The concept in this example is that I would have top-level folders for decades, subfolders for years, and sub-subfolders for months, like this:
1990s
--1991
--1992
----1992-01
----1992-02
and so forth.  It would be fairly easy to write a batch file, perhaps with the aid of Excel, that could automate the process of creating those folders (or any sequential set of empty folders), if necessary.  The commands that I would use in that batch file would also tend to be the commands that I would use in the sorting batch file.  They would include examples like these:
D:     move to drive D

cd \   change directories to the root folder in the current drive

cd ..  change to the parent folder

cd Subfolder    change to Subfolder (this command works only if Subfolder is directly below the current folder, which can be verified by typing DIR)

md Subfolder     make directory called Subfolder immediately below the current folder

move document.txt D:    move document.txt to the currently active folder on drive D

*.txt     refers to all files whose names end with a .txt extension

199?.doc     refers to all files whose names start with 199, followed by one other character, with a .doc extension (e.g., 1991.doc, 199A.doc
More information was available for commands by typing the command name followed by /? (example:  move /?) at the command prompt.  They could be used in combination.  For instance, "move *.txt D:\Folder\Subfolder" would move all files with a .txt extension from the current directory to the Subfolder child of Folder on drive D.

The sorting batch file could then be structured like this:
:: BATCH FILE TO SORT FILES

D:

:: ********** MOVE TO DECADE GROUPS **********

cd "\WORKSPACE"
move /-y 199?-*.* 1990s
move /-y 200?-*.* 2000s
move /-y 201?-*.* 2010s
(etc.)

:: ********** MOVE TO INDIVIDUAL YEARS **********

cd "\ARCHIVES BY YEAR\1990s"
move /-y 1990-*.* 1990
move /-y 1991-*.* 1991
move /-y 1992-*.* 1992
(etc.)

:: ********** MOVE TO MONTH FOLDERS **********

cd "\ARCHIVES BY YEAR\1990s\1990"
move /-y 1990-00-*.* 1990-00
move /-y 1990-01-*.* 1990-01
move /-y 1990-02-*.* 1990-02
(etc.)
Its first line is a comment.  That is, it begins with a double colon (::) and, as such, would be ignored by the command processor.  It is just there for the reader's information.  The next line moves us to drive D.  Then another comment, indicating that now we are going to move all of the files to decade folders (with names like "1990s" and "2000s"), according to the first three characters of their filename.  The following commands do that, after a "cd" command that moves us to the Workspace folder where the files to be sorted are located.  (The quotation marks around "Workspace" are unnecessary, but would be necessary if that folder's name had a space in it.) 

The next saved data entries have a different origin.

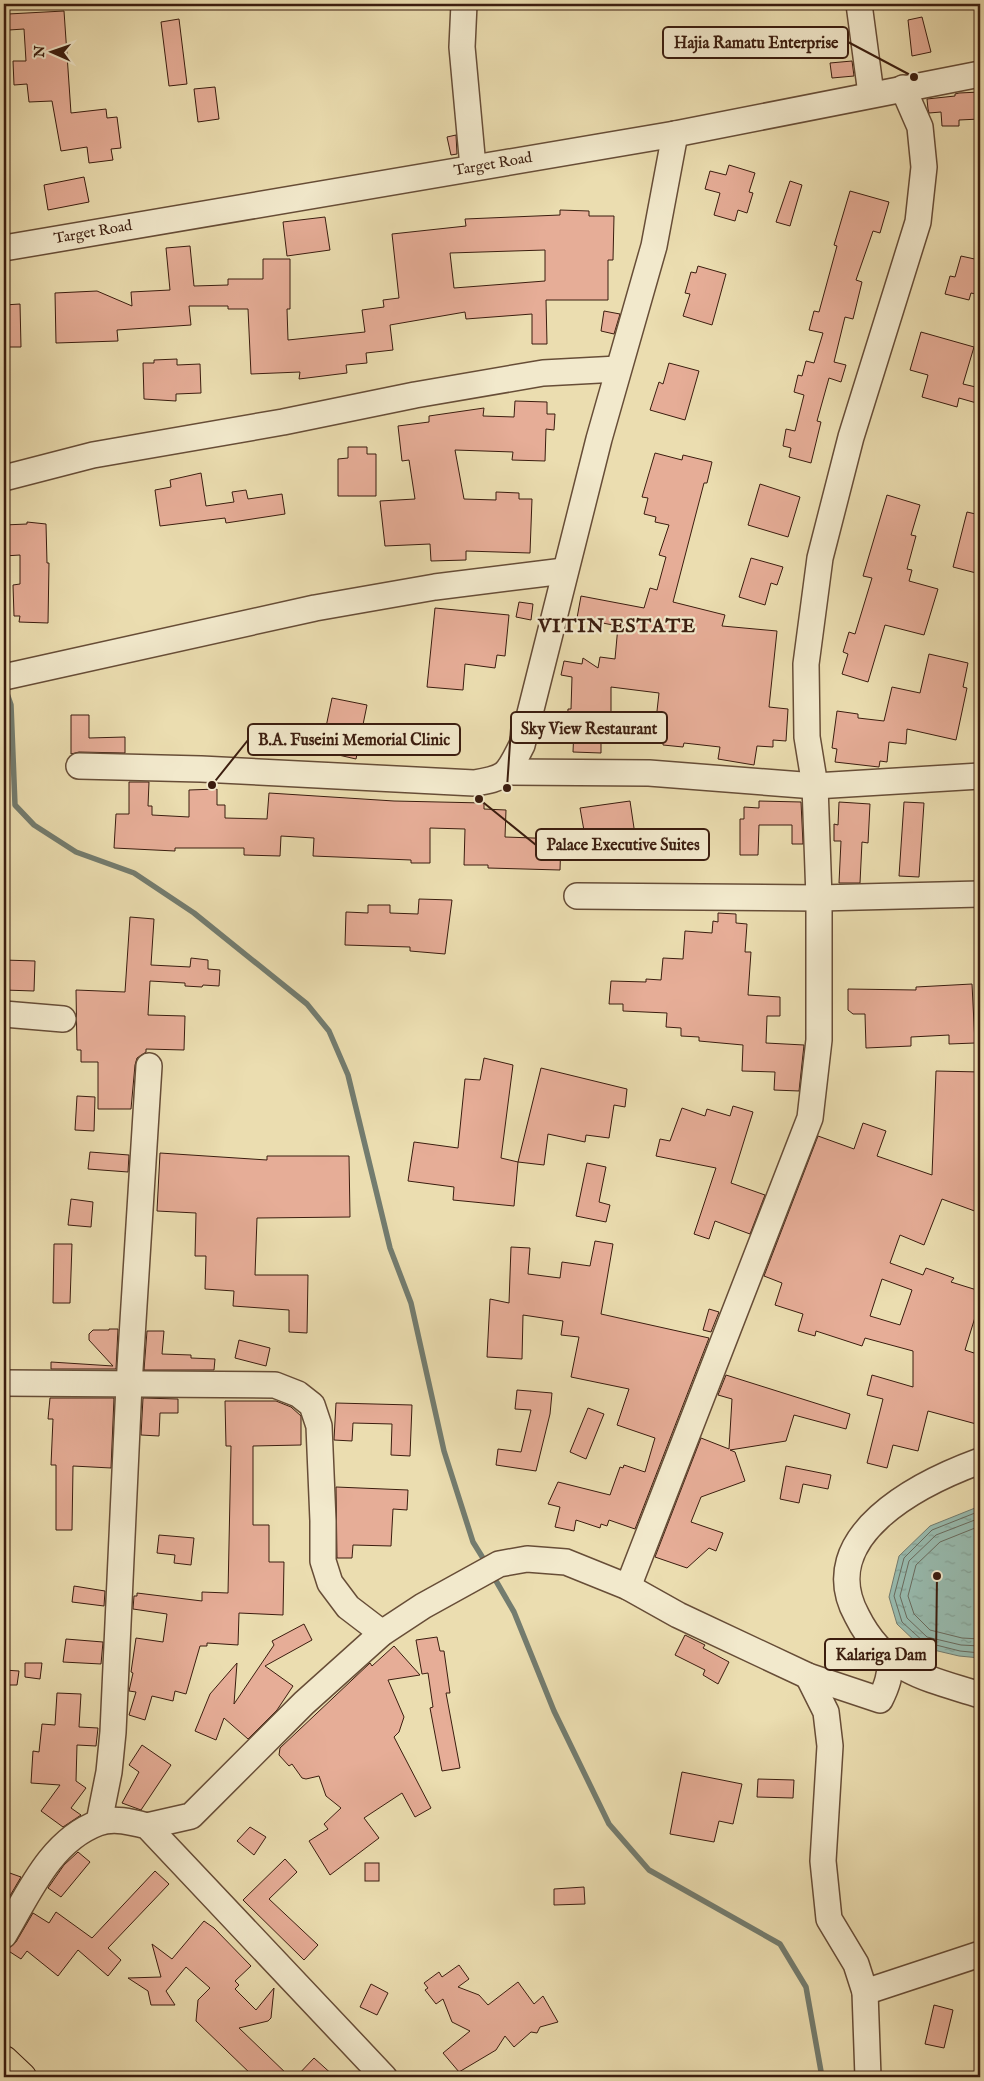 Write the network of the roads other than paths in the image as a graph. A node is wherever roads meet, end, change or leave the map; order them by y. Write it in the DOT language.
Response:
graph roads {
  1 [pos="464,4"];
  2 [pos="859,4"];
  3 [pos="980,74"];
  4 [pos="903,88"];
  5 [pos="871,94"];
  6 [pos="675,134"];
  7 [pos="474,167"];
  8 [pos="4,248"];
  9 [pos="618,369"];
  10 [pos="4,478"];
  11 [pos="564,571"];
  12 [pos="7,676"];
  13 [pos="79,766"];
  14 [pos="509,772"];
  15 [pos="980,776"];
  16 [pos="815,786"];
  17 [pos="980,894"];
  18 [pos="577,896"];
  19 [pos="819,898"];
  20 [pos="4,1014"];
  21 [pos="63,1019"];
  22 [pos="149,1066"];
  23 [pos="4,1383"];
  24 [pos="129,1385"];
  25 [pos="980,1461"];
  26 [pos="628,1587"];
  27 [pos="382,1633"];
  28 [pos="890,1658"];
  29 [pos="808,1676"];
  30 [pos="980,1695"];
  31 [pos="99,1822"];
  32 [pos="147,1826"];
  33 [pos="4,1936"];
  34 [pos="980,1954"];
  35 [pos="865,1992"];
  36 [pos="4,2060"];
  37 [pos="22,2077"];
  38 [pos="384,2077"];
  39 [pos="868,2077"];
  1 -- 7 [label="street"];
  2 -- 5 [label="street"];
  3 -- 4 [label="street, Target Road"];
  4 -- 5 [label="street, Target Road"];
  4 -- 16 [label="street"];
  5 -- 6 [label="street, Target Road"];
  6 -- 7 [label="street, Target Road"];
  6 -- 9 [label="street"];
  7 -- 8 [label="street, Target Road"];
  9 -- 10 [label="street"];
  9 -- 11 [label="street"];
  11 -- 12 [label="street"];
  11 -- 14 [label="street"];
  13 -- 14 [label="street"];
  14 -- 16 [label="street"];
  15 -- 16 [label="street"];
  16 -- 19 [label="street"];
  17 -- 19 [label="street"];
  18 -- 19 [label="street"];
  19 -- 26 [label="street"];
  20 -- 21 [label="street"];
  22 -- 24 [label="street"];
  23 -- 24 [label="street"];
  24 -- 27 [label="street"];
  24 -- 31 [label="street"];
  25 -- 28 [label="street"];
  26 -- 27 [label="street"];
  26 -- 29 [label="street"];
  27 -- 32 [label="street"];
  28 -- 29 [label="street"];
  28 -- 30 [label="street"];
  29 -- 35 [label="street"];
  31 -- 32 [label="street"];
  31 -- 33 [label="street"];
  32 -- 38 [label="street"];
  34 -- 35 [label="street"];
  35 -- 39 [label="street"];
  36 -- 37 [label="main road"];
}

Then the batch file contains another section, structured the same, that moves files to subfolders based on their year.  For instance, "move /-y 1990-*.* 1990" means "move (but ask me to confirm before overwriting) all files with names that begin with 1990-, followed by any other characters, and with any extensions, to the folder named 1990."  So the files that would have been sorted into the 1990s folder are now going to be subsorted into the 1990, 1991, 1992 ... folders.  Finally, the months folders:  all of the files that wound up in the 1991 folder are now going to be sorted into the folders for months 0, 1, 2 ...  (I would allow a 0 folder for those files that could be traced to sometime in the year, but not to a specific month.)

And that's basically it.  A lot of information in a brief presentation, but hopefully it provides some ideas for how a batch file could be used to automate the sorting of any number of files, on any number of occasions.

1 comments:

raywood

P.S. Be careful. Batch files are really powerful. It goes without saying that you should have a complete system backup before starting. I would also recommend keeping a copy of that backup for weeks (months, if possible) so that you can allow plenty of time to pass before you become completely committed to what your batch file tinkering has wrought. It can take a long time to discover that things were moved or deleted in ways that you did not expect.